- _Exercise details_: Retype all of the records shown beneath this task, exactly as they stand.

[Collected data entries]
"""
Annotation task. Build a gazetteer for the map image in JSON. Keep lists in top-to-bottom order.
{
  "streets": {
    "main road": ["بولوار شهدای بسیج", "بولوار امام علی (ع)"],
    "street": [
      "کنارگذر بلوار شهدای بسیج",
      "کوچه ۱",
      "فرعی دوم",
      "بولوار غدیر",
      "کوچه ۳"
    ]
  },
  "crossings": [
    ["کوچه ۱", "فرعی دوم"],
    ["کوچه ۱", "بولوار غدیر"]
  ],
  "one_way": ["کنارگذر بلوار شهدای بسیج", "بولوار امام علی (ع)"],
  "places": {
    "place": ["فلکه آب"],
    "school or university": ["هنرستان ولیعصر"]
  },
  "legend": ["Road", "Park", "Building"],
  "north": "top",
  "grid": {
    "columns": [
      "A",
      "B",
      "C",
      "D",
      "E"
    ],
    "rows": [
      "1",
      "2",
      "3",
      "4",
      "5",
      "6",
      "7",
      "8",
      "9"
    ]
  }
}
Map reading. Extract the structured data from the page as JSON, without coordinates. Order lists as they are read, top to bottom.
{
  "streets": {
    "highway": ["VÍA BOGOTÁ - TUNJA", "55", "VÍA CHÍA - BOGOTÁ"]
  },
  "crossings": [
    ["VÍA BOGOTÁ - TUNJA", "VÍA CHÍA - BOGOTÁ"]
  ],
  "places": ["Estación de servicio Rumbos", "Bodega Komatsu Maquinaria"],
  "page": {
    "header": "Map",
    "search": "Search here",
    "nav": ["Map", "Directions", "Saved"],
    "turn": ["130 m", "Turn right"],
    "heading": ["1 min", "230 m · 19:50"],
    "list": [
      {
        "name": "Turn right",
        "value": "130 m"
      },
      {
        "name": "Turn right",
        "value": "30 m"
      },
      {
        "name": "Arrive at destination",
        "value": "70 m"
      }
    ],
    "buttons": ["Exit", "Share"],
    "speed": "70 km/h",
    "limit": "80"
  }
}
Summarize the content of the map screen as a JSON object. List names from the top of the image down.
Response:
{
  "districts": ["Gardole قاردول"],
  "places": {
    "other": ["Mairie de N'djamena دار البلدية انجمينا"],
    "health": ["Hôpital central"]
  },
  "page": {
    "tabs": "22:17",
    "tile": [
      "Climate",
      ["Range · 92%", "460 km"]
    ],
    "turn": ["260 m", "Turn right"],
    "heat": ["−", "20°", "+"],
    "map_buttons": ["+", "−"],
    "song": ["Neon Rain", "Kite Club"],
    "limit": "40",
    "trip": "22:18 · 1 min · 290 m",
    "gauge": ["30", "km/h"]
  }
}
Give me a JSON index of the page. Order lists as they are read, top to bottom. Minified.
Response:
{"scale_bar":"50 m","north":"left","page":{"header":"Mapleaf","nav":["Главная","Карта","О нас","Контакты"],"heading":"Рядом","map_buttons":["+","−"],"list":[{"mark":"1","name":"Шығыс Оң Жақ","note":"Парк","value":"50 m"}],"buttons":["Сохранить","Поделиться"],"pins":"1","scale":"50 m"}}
"""
- _Your response_:
Annotation task. Build a gazetteer for the map image in JSON. Keep lists in top-to-bottom order.
{
  "streets": {
    "main road": ["بولوار شهدای بسیج", "بولوار امام علی (ع)"],
    "street": [
      "کنارگذر بلوار شهدای بسیج",
      "کوچه ۱",
      "فرعی دوم",
      "بولوار غدیر",
      "کوچه ۳"
    ]
  },
  "crossings": [
    ["کوچه ۱", "فرعی دوم"],
    ["کوچه ۱", "بولوار غدیر"]
  ],
  "one_way": ["کنارگذر بلوار شهدای بسیج", "بولوار امام علی (ع)"],
  "places": {
    "place": ["فلکه آب"],
    "school or university": ["هنرستان ولیعصر"]
  },
  "legend": ["Road", "Park", "Building"],
  "north": "top",
  "grid": {
    "columns": [
      "A",
      "B",
      "C",
      "D",
      "E"
    ],
    "rows": [
      "1",
      "2",
      "3",
      "4",
      "5",
      "6",
      "7",
      "8",
      "9"
    ]
  }
}
Map reading. Extract the structured data from the page as JSON, without coordinates. Order lists as they are read, top to bottom.
{
  "streets": {
    "highway": ["VÍA BOGOTÁ - TUNJA", "55", "VÍA CHÍA - BOGOTÁ"]
  },
  "crossings": [
    ["VÍA BOGOTÁ - TUNJA", "VÍA CHÍA - BOGOTÁ"]
  ],
  "places": ["Estación de servicio Rumbos", "Bodega Komatsu Maquinaria"],
  "page": {
    "header": "Map",
    "search": "Search here",
    "nav": ["Map", "Directions", "Saved"],
    "turn": ["130 m", "Turn right"],
    "heading": ["1 min", "230 m · 19:50"],
    "list": [
      {
        "name": "Turn right",
        "value": "130 m"
      },
      {
        "name": "Turn right",
        "value": "30 m"
      },
      {
        "name": "Arrive at destination",
        "value": "70 m"
      }
    ],
    "buttons": ["Exit", "Share"],
    "speed": "70 km/h",
    "limit": "80"
  }
}
Summarize the content of the map screen as a JSON object. List names from the top of the image down.
Response:
{
  "districts": ["Gardole قاردول"],
  "places": {
    "other": ["Mairie de N'djamena دار البلدية انجمينا"],
    "health": ["Hôpital central"]
  },
  "page": {
    "tabs": "22:17",
    "tile": [
      "Climate",
      ["Range · 92%", "460 km"]
    ],
    "turn": ["260 m", "Turn right"],
    "heat": ["−", "20°", "+"],
    "map_buttons": ["+", "−"],
    "song": ["Neon Rain", "Kite Club"],
    "limit": "40",
    "trip": "22:18 · 1 min · 290 m",
    "gauge": ["30", "km/h"]
  }
}
Give me a JSON index of the page. Order lists as they are read, top to bottom. Minified.
Response:
{"scale_bar":"50 m","north":"left","page":{"header":"Mapleaf","nav":["Главная","Карта","О нас","Контакты"],"heading":"Рядом","map_buttons":["+","−"],"list":[{"mark":"1","name":"Шығыс Оң Жақ","note":"Парк","value":"50 m"}],"buttons":["Сохранить","Поделиться"],"pins":"1","scale":"50 m"}}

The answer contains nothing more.